**Work to be completed**
Find the line in the entries below that contains "index mcp: (412, 440)". Repeat it exactly, and every line after it through the line that contains "pinky tip: (427, 454)".

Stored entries
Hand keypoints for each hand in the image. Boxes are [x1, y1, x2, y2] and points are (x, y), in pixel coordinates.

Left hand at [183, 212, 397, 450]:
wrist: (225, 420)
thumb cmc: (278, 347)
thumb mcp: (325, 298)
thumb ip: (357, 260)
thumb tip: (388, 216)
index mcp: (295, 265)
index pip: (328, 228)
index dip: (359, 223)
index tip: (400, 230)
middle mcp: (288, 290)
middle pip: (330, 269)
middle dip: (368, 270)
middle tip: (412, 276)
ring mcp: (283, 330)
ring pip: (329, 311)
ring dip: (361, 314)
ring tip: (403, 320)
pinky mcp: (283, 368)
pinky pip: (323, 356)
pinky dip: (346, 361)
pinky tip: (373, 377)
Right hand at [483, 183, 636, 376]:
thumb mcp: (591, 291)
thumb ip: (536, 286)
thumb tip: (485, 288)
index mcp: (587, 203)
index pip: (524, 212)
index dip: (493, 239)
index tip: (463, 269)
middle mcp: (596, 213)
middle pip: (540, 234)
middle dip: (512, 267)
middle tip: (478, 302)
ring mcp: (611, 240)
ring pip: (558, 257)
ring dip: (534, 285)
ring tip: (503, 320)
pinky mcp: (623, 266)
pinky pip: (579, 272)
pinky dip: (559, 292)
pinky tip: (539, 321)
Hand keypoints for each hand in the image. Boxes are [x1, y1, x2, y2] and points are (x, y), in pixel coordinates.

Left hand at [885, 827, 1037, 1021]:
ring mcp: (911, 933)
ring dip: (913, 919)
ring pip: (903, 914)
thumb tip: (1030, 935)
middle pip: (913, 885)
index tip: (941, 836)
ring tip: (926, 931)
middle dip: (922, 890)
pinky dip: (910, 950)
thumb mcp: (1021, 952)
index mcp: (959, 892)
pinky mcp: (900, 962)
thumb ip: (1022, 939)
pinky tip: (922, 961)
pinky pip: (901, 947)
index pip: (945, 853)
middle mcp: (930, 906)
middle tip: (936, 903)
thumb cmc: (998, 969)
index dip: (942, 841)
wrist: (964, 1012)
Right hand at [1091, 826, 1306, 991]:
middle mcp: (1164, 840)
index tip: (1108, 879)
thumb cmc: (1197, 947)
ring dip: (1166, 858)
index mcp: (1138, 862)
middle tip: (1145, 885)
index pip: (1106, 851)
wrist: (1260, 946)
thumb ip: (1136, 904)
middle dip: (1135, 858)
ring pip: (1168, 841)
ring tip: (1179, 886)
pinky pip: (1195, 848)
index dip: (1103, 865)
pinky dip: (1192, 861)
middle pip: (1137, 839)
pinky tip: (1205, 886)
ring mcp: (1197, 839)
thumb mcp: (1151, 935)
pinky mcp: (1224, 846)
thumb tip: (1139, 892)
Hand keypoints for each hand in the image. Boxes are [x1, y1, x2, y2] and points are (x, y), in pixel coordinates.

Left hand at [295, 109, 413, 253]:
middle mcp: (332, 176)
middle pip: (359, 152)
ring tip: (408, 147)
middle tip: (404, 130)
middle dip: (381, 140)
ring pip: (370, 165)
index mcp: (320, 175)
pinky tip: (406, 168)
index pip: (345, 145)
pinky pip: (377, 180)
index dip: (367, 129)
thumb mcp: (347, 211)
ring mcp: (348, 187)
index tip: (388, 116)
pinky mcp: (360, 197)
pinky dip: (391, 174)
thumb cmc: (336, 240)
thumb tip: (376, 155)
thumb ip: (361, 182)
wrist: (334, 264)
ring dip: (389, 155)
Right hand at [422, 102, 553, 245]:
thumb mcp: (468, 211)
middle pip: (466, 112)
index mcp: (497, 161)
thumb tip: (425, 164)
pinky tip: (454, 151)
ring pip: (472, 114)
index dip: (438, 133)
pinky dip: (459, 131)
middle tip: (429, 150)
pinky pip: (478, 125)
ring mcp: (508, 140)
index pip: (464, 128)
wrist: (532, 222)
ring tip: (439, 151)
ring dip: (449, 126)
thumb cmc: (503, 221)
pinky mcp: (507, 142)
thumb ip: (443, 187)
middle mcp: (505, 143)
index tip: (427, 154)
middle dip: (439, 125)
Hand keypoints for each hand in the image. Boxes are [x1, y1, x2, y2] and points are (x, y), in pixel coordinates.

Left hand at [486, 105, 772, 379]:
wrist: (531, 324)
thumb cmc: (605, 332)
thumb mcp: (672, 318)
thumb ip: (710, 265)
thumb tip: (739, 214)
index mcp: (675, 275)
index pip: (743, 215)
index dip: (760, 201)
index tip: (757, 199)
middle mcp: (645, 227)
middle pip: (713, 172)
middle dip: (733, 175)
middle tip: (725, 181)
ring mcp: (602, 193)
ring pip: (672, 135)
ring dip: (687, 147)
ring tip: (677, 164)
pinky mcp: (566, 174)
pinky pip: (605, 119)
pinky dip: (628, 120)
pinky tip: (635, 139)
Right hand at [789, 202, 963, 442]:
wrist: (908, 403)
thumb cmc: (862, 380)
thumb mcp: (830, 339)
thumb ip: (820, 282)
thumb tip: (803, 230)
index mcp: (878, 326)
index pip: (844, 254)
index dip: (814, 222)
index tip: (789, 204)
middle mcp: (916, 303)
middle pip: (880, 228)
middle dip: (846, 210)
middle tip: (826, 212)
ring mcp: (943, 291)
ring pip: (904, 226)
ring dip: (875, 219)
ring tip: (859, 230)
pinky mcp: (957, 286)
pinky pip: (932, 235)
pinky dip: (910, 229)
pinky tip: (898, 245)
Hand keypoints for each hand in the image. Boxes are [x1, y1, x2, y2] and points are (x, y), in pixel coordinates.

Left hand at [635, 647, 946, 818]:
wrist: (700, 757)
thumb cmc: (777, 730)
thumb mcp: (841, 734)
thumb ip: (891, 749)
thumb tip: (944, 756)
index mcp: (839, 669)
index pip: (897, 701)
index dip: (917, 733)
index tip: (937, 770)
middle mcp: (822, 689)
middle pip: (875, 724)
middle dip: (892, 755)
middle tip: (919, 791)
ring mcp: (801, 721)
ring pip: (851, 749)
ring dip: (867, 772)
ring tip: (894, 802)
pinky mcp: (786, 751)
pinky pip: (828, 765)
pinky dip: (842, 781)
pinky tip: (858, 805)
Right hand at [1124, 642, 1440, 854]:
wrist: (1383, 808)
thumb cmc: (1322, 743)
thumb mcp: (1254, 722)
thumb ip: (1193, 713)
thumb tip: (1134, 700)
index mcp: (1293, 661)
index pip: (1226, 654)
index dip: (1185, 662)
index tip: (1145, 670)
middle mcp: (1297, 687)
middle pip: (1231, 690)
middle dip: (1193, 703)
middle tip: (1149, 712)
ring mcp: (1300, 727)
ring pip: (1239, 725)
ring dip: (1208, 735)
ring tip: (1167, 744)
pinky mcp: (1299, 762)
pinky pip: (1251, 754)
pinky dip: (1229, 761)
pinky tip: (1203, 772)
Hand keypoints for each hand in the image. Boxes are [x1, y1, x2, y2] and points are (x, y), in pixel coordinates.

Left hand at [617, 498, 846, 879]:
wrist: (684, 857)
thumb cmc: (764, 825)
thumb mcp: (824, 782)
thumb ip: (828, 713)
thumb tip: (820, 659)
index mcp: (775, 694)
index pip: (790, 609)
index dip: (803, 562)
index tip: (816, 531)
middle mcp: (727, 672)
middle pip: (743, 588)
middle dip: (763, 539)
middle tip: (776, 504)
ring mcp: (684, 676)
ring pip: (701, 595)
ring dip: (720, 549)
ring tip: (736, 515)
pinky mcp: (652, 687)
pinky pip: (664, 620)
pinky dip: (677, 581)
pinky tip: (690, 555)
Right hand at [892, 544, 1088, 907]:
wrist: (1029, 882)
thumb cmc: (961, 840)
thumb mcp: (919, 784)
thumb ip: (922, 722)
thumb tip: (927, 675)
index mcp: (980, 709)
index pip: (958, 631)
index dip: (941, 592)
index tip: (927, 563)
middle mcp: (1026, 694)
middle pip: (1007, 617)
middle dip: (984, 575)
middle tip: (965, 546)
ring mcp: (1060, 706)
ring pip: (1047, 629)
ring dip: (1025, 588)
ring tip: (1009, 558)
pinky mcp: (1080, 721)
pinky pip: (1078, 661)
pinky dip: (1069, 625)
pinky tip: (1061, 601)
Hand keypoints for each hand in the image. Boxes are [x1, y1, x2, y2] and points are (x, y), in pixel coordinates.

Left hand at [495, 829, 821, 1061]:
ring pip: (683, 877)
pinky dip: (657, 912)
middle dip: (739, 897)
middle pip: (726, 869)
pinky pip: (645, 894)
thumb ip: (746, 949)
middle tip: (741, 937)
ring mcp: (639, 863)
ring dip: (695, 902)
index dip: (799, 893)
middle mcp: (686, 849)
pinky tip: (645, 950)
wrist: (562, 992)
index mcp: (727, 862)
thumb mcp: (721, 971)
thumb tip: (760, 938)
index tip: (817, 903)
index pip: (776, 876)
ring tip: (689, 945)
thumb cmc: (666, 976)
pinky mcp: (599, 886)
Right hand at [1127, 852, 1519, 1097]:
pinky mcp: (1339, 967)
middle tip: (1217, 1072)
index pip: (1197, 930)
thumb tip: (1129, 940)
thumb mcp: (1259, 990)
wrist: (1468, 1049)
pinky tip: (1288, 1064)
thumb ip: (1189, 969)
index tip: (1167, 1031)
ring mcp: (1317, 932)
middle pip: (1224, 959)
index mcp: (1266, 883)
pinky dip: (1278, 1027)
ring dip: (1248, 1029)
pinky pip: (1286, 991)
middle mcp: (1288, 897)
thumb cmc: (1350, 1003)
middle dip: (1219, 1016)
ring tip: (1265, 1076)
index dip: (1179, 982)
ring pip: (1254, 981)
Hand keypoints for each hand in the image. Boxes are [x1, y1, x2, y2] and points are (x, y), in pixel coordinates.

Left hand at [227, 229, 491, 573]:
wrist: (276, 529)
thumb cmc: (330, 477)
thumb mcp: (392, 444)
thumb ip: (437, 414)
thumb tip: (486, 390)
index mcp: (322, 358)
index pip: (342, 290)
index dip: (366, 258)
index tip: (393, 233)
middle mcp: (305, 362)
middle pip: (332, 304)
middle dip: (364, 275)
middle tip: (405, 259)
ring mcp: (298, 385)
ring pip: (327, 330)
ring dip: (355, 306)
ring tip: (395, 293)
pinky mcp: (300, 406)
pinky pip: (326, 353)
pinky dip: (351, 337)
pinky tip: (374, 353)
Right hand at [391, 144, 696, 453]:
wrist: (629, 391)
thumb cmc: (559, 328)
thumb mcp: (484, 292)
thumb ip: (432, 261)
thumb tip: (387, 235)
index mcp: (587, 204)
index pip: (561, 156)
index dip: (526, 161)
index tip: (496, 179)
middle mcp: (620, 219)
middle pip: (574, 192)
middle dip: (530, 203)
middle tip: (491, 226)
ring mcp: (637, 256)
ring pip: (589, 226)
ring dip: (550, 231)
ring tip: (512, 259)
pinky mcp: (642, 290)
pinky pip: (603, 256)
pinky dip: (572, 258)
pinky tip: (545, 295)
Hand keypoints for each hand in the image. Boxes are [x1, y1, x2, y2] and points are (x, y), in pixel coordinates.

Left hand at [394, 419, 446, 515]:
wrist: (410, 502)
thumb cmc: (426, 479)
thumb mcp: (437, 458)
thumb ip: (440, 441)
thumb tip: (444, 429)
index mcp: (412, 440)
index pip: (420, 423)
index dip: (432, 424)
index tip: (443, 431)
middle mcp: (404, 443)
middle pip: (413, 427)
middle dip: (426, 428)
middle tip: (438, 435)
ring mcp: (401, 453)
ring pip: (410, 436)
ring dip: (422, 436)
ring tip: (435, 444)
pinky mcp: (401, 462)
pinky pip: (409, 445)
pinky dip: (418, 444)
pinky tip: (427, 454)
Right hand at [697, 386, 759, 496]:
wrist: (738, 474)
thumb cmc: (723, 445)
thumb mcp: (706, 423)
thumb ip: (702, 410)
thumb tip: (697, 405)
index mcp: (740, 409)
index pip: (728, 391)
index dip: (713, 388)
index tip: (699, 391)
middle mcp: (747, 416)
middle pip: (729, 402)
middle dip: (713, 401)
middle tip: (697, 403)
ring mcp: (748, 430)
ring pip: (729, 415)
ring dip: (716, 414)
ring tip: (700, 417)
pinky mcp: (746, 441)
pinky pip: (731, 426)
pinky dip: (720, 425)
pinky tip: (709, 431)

**Written response**
index mcp: (412, 440)
index pip: (420, 423)
index dip: (432, 424)
index tip: (443, 431)
middle mcp: (404, 443)
middle pip: (413, 427)
middle dip: (426, 428)
middle tip: (438, 435)
ring mcp: (401, 453)
ring pip: (410, 436)
ring dip: (422, 436)
ring tip: (435, 444)
pinky mcp: (401, 462)
pinky pip: (409, 445)
pinky dip: (418, 444)
pinky tip: (427, 454)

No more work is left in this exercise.